Está basada en parte en la biografía El cruzado: Ronald Reagan y la caída del comunismo, del historiador Paul Kengor. La película recoge hechos ampliamente documentados de la vida de Reagan, desde su etapa en Hollywood hasta su presidencia. No obstante, el recurso narrativo central —un oficial de inteligencia soviético que lleva décadas siguiendo la pista a Reagan— es una invención sin base histórica alguna.
¿Qué tan fiel es la interpretación de Dennis Quaid?
Quaid captura con bastante acierto los modales públicos de Reagan, su humor autodespreciativo y su estilo de comunicación optimista.
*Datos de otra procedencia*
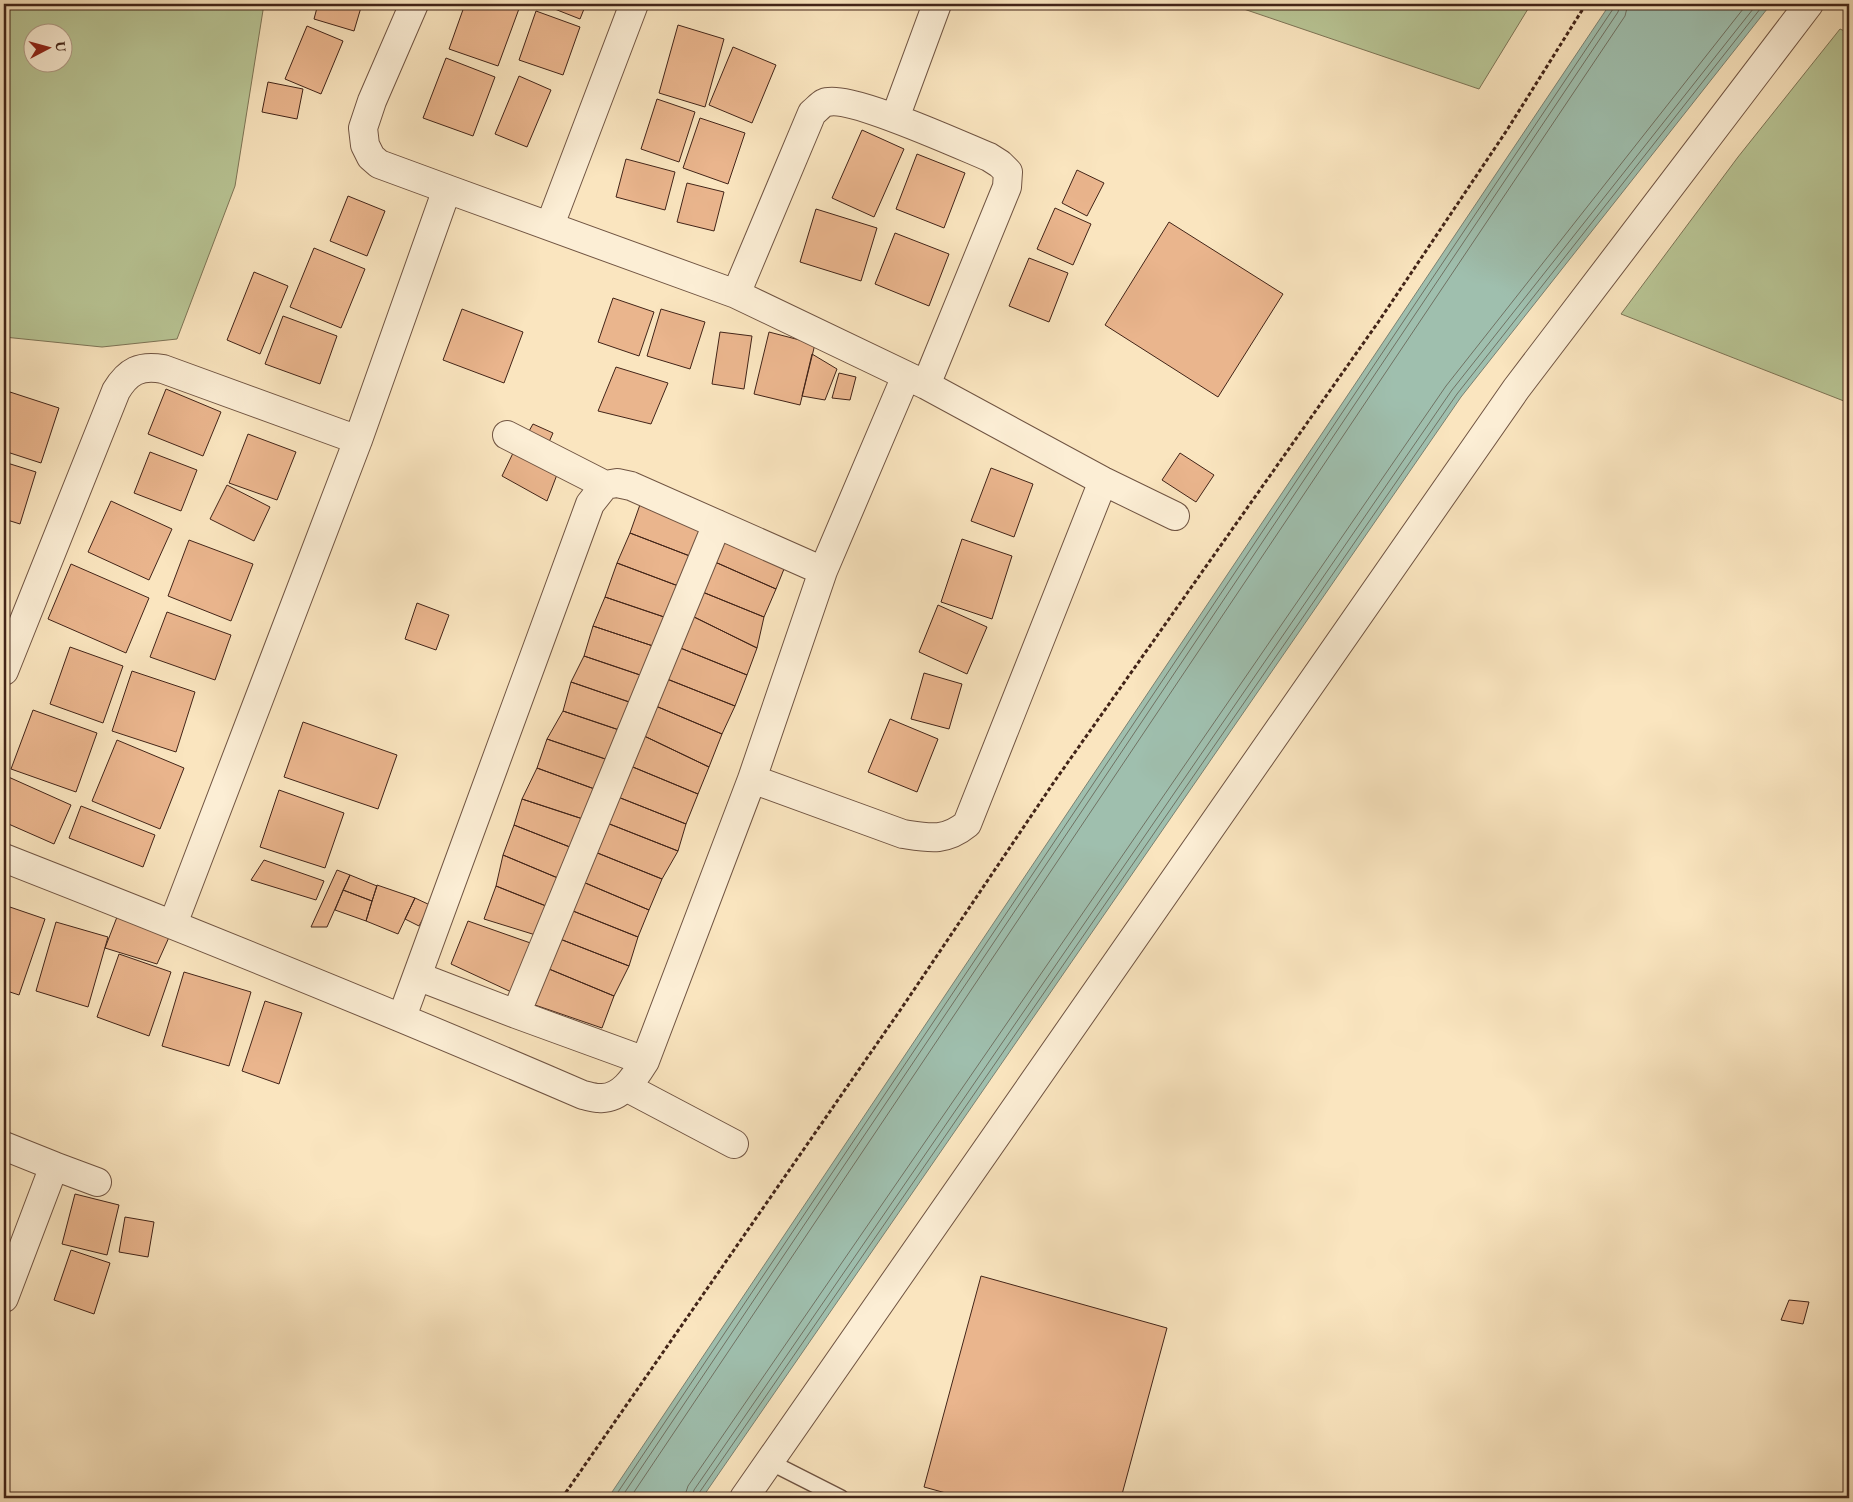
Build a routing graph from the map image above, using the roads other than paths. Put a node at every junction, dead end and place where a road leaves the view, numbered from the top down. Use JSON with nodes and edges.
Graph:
{"nodes":[{"id":1,"x":414,"y":4,"type":"edge"},
{"id":2,"x":634,"y":4,"type":"edge"},
{"id":3,"x":937,"y":4,"type":"edge"},
{"id":4,"x":1809,"y":4,"type":"edge"},
{"id":5,"x":895,"y":118,"type":"junction"},
{"id":6,"x":447,"y":189,"type":"junction"},
{"id":7,"x":550,"y":225,"type":"junction"},
{"id":8,"x":736,"y":294,"type":"junction"},
{"id":9,"x":916,"y":381,"type":"junction"},
{"id":10,"x":507,"y":435,"type":"dead end"},
{"id":11,"x":358,"y":440,"type":"junction"},
{"id":12,"x":1103,"y":481,"type":"junction"},
{"id":13,"x":605,"y":485,"type":"junction"},
{"id":14,"x":1175,"y":516,"type":"dead end"},
{"id":15,"x":717,"y":524,"type":"junction"},
{"id":16,"x":823,"y":571,"type":"junction"},
{"id":17,"x":4,"y":671,"type":"edge"},
{"id":18,"x":752,"y":779,"type":"junction"},
{"id":19,"x":4,"y":858,"type":"edge"},
{"id":20,"x":173,"y":924,"type":"junction"},
{"id":21,"x":417,"y":976,"type":"junction"},
{"id":22,"x":516,"y":1014,"type":"junction"},
{"id":23,"x":402,"y":1017,"type":"junction"},
{"id":24,"x":645,"y":1061,"type":"junction"},
{"id":25,"x":626,"y":1087,"type":"junction"},
{"id":26,"x":734,"y":1144,"type":"dead end"},
{"id":27,"x":4,"y":1146,"type":"edge"},
{"id":28,"x":54,"y":1166,"type":"junction"},
{"id":29,"x":97,"y":1182,"type":"dead end"},
{"id":30,"x":4,"y":1298,"type":"edge"},
{"id":31,"x":770,"y":1462,"type":"junction"},
{"id":32,"x":744,"y":1498,"type":"edge"},
{"id":33,"x":841,"y":1498,"type":"edge"}],
"edges":[{"from":1,"to":6,"type":"street"},
{"from":2,"to":7,"type":"street"},
{"from":3,"to":5,"type":"street"},
{"from":4,"to":31,"type":"street"},
{"from":5,"to":8,"type":"street"},
{"from":5,"to":9,"type":"street"},
{"from":6,"to":7,"type":"street"},
{"from":6,"to":11,"type":"street"},
{"from":7,"to":8,"type":"street"},
{"from":8,"to":9,"type":"street"},
{"from":9,"to":12,"type":"street"},
{"from":9,"to":16,"type":"street"},
{"from":10,"to":13,"type":"street"},
{"from":11,"to":17,"type":"street"},
{"from":11,"to":20,"type":"street"},
{"from":12,"to":14,"type":"street"},
{"from":12,"to":18,"type":"street"},
{"from":13,"to":15,"type":"street"},
{"from":13,"to":21,"type":"street"},
{"from":15,"to":16,"type":"street"},
{"from":15,"to":22,"type":"street"},
{"from":16,"to":18,"type":"street"},
{"from":18,"to":24,"type":"street"},
{"from":19,"to":20,"type":"street"},
{"from":20,"to":23,"type":"street"},
{"from":21,"to":22,"type":"street"},
{"from":21,"to":23,"type":"street"},
{"from":22,"to":24,"type":"street"},
{"from":23,"to":25,"type":"street"},
{"from":24,"to":25,"type":"street"},
{"from":25,"to":26,"type":"street"},
{"from":27,"to":28,"type":"street"},
{"from":28,"to":29,"type":"street"},
{"from":28,"to":30,"type":"street"},
{"from":31,"to":32,"type":"street"},
{"from":31,"to":33,"type":"lane"}]}
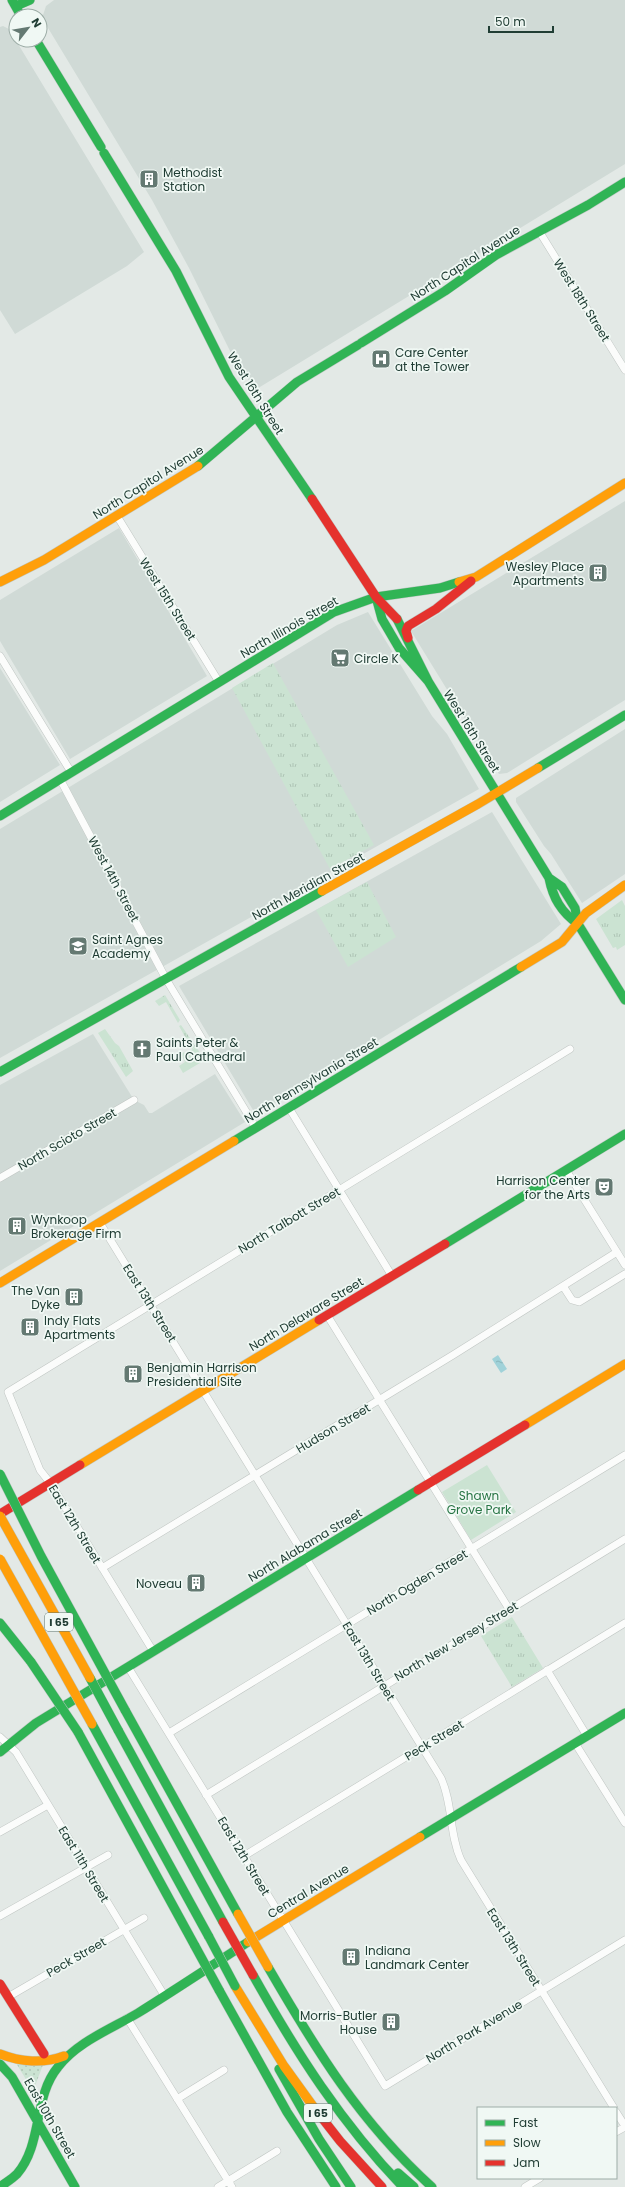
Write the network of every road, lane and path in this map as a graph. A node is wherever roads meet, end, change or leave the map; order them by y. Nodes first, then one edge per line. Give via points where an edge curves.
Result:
1 (30, 0) edge
2 (14, 3) edge
3 (41, 48) edge
4 (625, 182) edge
5 (538, 230) junction
6 (625, 370) edge
7 (255, 418) junction
8 (625, 483) edge
9 (117, 516) junction
10 (476, 577) junction
11 (0, 582) edge
12 (376, 597) junction
13 (408, 638) junction
14 (0, 656) edge
15 (428, 681) junction
16 (219, 682) junction
17 (625, 714) edge
18 (71, 772) junction
19 (60, 779) junction
20 (497, 793) junction
21 (0, 816) edge
22 (549, 878) junction
23 (625, 885) edge
24 (578, 924) junction
25 (166, 979) junction
26 (625, 1000) edge
27 (570, 1049) dead end
28 (0, 1072) edge
29 (134, 1100) dead end
30 (289, 1108) junction
31 (256, 1128) junction
32 (625, 1134) edge
33 (566, 1170) junction
34 (0, 1178) edge
35 (339, 1190) junction
36 (100, 1222) junction
37 (617, 1252) junction
38 (625, 1265) edge
39 (625, 1274) edge
40 (392, 1276) junction
41 (0, 1283) edge
42 (563, 1286) junction
43 (151, 1304) junction
44 (327, 1315) junction
45 (625, 1364) edge
46 (204, 1391) junction
47 (8, 1392) joint
48 (380, 1399) junction
49 (625, 1455) edge
50 (0, 1474) edge
51 (256, 1475) junction
52 (431, 1482) junction
53 (51, 1484) junction
54 (0, 1515) edge
55 (625, 1539) edge
56 (472, 1548) junction
57 (307, 1558) junction
58 (0, 1559) edge
59 (102, 1568) junction
60 (509, 1609) junction
61 (0, 1623) edge
62 (625, 1623) edge
63 (347, 1625) junction
64 (153, 1651) junction
65 (128, 1667) junction
66 (547, 1670) junction
67 (384, 1686) junction
68 (625, 1713) edge
69 (169, 1733) junction
70 (587, 1736) junction
71 (0, 1737) edge
72 (575, 1743) junction
73 (9, 1746) junction
74 (422, 1747) junction
75 (0, 1752) edge
76 (206, 1794) junction
77 (48, 1804) junction
78 (451, 1818) junction
79 (625, 1822) edge
80 (0, 1832) edge
81 (108, 1855) dead end
82 (244, 1856) junction
83 (87, 1868) junction
84 (0, 1916) edge
85 (144, 1918) dead end
86 (283, 1920) junction
87 (124, 1929) junction
88 (625, 1940) edge
89 (0, 1984) edge
90 (541, 1991) junction
91 (164, 1995) junction
92 (8, 1997) junction
93 (127, 2018) junction
94 (262, 2033) junction
95 (71, 2052) junction
96 (0, 2053) edge
97 (44, 2054) junction
98 (0, 2064) edge
99 (224, 2070) dead end
100 (384, 2086) joint
101 (325, 2096) junction
102 (177, 2099) junction
103 (613, 2107) edge
104 (617, 2114) edge
105 (37, 2120) junction
106 (625, 2126) edge
107 (277, 2151) dead end
108 (538, 2179) edge
109 (230, 2184) edge
110 (0, 2187) edge
111 (75, 2187) edge
112 (218, 2187) edge
113 (336, 2187) edge
114 (351, 2187) edge
115 (382, 2187) edge
116 (403, 2187) edge
117 (414, 2187) edge
118 (432, 2187) edge
119 (525, 2187) edge

1 - 2 main road
3 - 7 main road, West 16th Street via 176,271 225,370
4 - 5 main road, North Capitol Avenue via 588,205
5 - 6 street, West 18th Street
5 - 7 main road, North Capitol Avenue via 297,382
7 - 9 main road, North Capitol Avenue via 208,460
7 - 12 main road, West 16th Street via 338,537
8 - 10 main road, North Illinois Street
9 - 11 main road, North Capitol Avenue via 44,560
9 - 16 street, West 15th Street
10 - 12 main road, North Illinois Street via 440,588
10 - 13 main road via 436,609 408,626
12 - 13 main road, West 16th Street via 394,614
12 - 15 main road, West 16th Street via 382,619 399,648
12 - 16 main road, North Illinois Street via 334,612
13 - 15 main road, West 16th Street
14 - 18 street
15 - 20 main road, West 16th Street
16 - 18 main road, North Illinois Street
17 - 20 main road, North Meridian Street
18 - 19 main road, North Illinois Street
19 - 21 main road, North Illinois Street
19 - 25 street, West 14th Street
20 - 22 main road, West 16th Street
20 - 25 main road, North Meridian Street
22 - 24 main road via 562,887 575,908
22 - 24 main road via 552,894 564,914
23 - 24 main road, North Pennsylvania Street via 591,909
24 - 26 main road
24 - 30 main road, North Pennsylvania Street via 572,934 562,942
25 - 28 main road, North Meridian Street
25 - 31 street, West 14th Street
27 - 35 street, North Talbott Street
29 - 34 street, North Scioto Street
30 - 31 main road, North Pennsylvania Street
30 - 35 street
31 - 36 main road, North Pennsylvania Street
32 - 33 main road, North Delaware Street
33 - 37 street
33 - 40 main road, North Delaware Street
35 - 40 street
35 - 43 street, North Talbott Street
36 - 41 main road, North Pennsylvania Street
36 - 43 street, East 13th Street
37 - 38 street
37 - 42 street, Hudson Street
39 - 42 street via 579,1302 572,1300
40 - 44 main road, North Delaware Street
42 - 48 street, Hudson Street
43 - 46 street, East 13th Street
43 - 47 street, North Talbott Street
44 - 46 main road, North Delaware Street
44 - 48 street
45 - 52 main road, North Alabama Street
46 - 51 street, East 13th Street
46 - 53 main road, North Delaware Street
47 - 53 street, East 12th Street via 40,1470
48 - 51 street, Hudson Street
48 - 52 street
49 - 56 street, North Ogden Street
50 - 118 main road, bridge via 41,1556 125,1710 309,2038 345,2093 402,2159
51 - 57 street, East 13th Street
51 - 59 street, Hudson Street
52 - 56 street
52 - 57 main road, North Alabama Street
53 - 54 main road, North Delaware Street
53 - 59 street, East 12th Street
54 - 101 main road, I 65, bridge via 223,1922 299,2057
55 - 60 street, North New Jersey Street
56 - 60 street
56 - 63 street, North Ogden Street
57 - 63 street, East 13th Street
57 - 64 main road, North Alabama Street
58 - 94 main road, I 65, bridge
59 - 64 street, East 12th Street
60 - 67 street, North New Jersey Street
61 - 113 main road, bridge via 31,1662 78,1732 287,2112
62 - 66 street, Peck Street
63 - 67 street, East 13th Street
63 - 69 street, North Ogden Street
64 - 65 main road, North Alabama Street
65 - 69 street, East 12th Street
65 - 73 main road, North Alabama Street via 36,1723
66 - 70 street
66 - 74 street, Peck Street
67 - 74 street, East 13th Street
67 - 76 street, North New Jersey Street
68 - 70 main road, Central Avenue
69 - 76 street, East 12th Street
70 - 72 main road, Central Avenue
71 - 73 street, East 11th Street
72 - 78 main road, Central Avenue
72 - 79 street
73 - 75 main road, North Alabama Street
73 - 77 street, East 11th Street via 16,1752
74 - 78 street, East 13th Street via 443,1782
74 - 82 street, Peck Street
76 - 82 street, East 12th Street
77 - 80 street
77 - 83 street, East 11th Street
78 - 86 main road, Central Avenue
78 - 90 street, East 13th Street via 460,1860
81 - 83 street
82 - 86 street, East 12th Street
83 - 84 street
83 - 87 street, East 11th Street
85 - 87 street, Peck Street
86 - 91 main road, Central Avenue
86 - 100 street, East 12th Street
87 - 91 street, East 11th Street
87 - 92 street, Peck Street
88 - 90 street, North Park Avenue
89 - 92 main road
90 - 100 street, North Park Avenue
90 - 103 street, East 13th Street
91 - 93 main road, Central Avenue
92 - 97 main road
93 - 95 main road, Central Avenue
93 - 102 street
94 - 114 main road via 288,2087
94 - 115 main road, I 65 via 335,2134
95 - 96 main road via 46,2061 7,2057
95 - 97 main road
95 - 105 main road, Central Avenue via 50,2077
96 - 97 main road via 9,2051
98 - 105 main road, East 10th Street via 12,2077
99 - 102 street
101 - 116 main road via 377,2161
101 - 117 main road, I 65 via 356,2131
102 - 109 street
104 - 106 street
105 - 110 main road, Central Avenue via 28,2160 15,2177
105 - 111 main road, East 10th Street
107 - 109 street
108 - 119 street
109 - 112 street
La película reproduce correctamente sus orígenes como demócrata del New Deal que fue derivando hacia posiciones conservadoras a lo largo de los años cincuenta y sesenta, así como su carisma y su don de gentes. Los críticos señalan que el filme evita casi por completo los episodios menos favorables de su trayectoria.
¿Qué se inventa el biopic de Reagan?
La imprecisión más grave es estructural: todo el relato narrado por un desertor soviético ficticio es una invención. El filme también omite casi en su totalidad el escándalo Irán-Contra, la gestión de la crisis del sida y los debates internos de su administración. Presenta además una versión simplificada del final de la Guerra Fría que atribuye a Reagan el mérito principal, lo cual supone una reducción significativa de una historia mucho más compleja.
¿Cuándo se estrenó el biopic de Reagan?
La película se estrenó en cines en agosto de 2024, dirigida por Sean McNamara. Jon Voight interpretó a Viktor Petrovich, el ficticio desertor soviético que ejerce de narrador. Penelope Ann Miller dio vida a Nancy Reagan.